Unfortunately, despite these incredible achievements, many patients today are facing rising out-of-pocket costs and eroding coverage for prescription medicines. While medicine spending is growing at the slowest rate in years, changes in insurance benefits over the last decade have resulted in far higher costs for some of the sickest patients.
For example, in recent years, pharmacy benefit managers (PBMs) and insurers have been increasingly shifting more health care costs to patients. According to data from the Kaiser Family Foundation, since 2006, deductibles have increased 300 percent and there has been an 89 percent rise in what patients pay in coinsurance, which is a percentage of costs associated with their health care service or medicine.
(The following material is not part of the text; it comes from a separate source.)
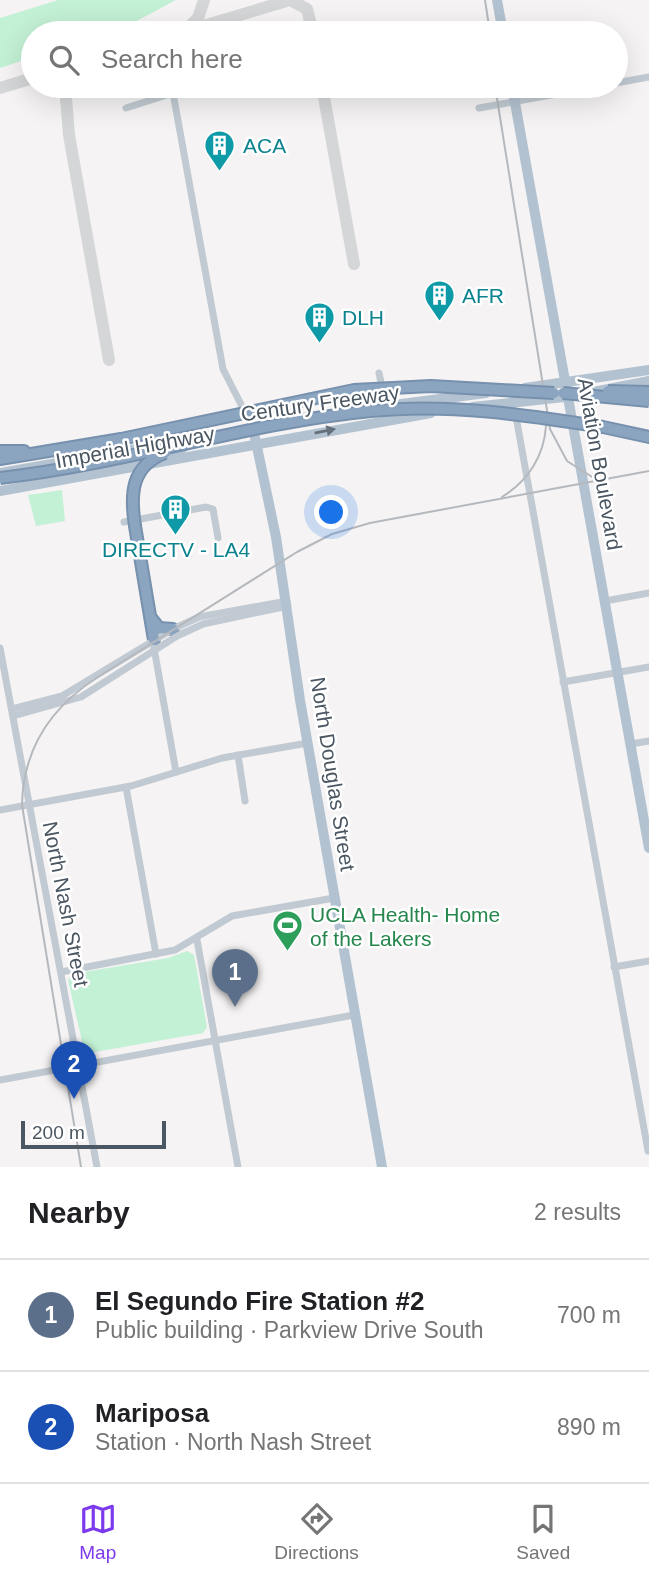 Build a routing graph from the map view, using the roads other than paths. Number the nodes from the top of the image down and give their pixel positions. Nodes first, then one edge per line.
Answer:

Unlike care received at an in-network hospital or physician’s office, negotiated discounts for medicines are not shared with patients with high deductibles or coinsurance. As a result, a patient in a high-deductible health plan may end up paying hundreds—or even thousands—more annually than their insurer.
No patient should pay more for their medicine than their insurer.
That’s why biopharmaceutical companies are working with insurers to develop innovative and flexible ways to pay for medicines that focus on results, lower out-of-pocket costs and enable patients to access the right treatments the first time. We are also working to ensure patients have access to medicines by sponsoring the Partnership for Prescription Assistance (PPA), among other efforts. This collaboration of PhRMA’s member companies has helped connect more than 10 million people to patient assistance programs that may offer prescription medicines for free or nearly free.
We can afford the new era of medicine, and we can make it easier for patients to access these innovations too.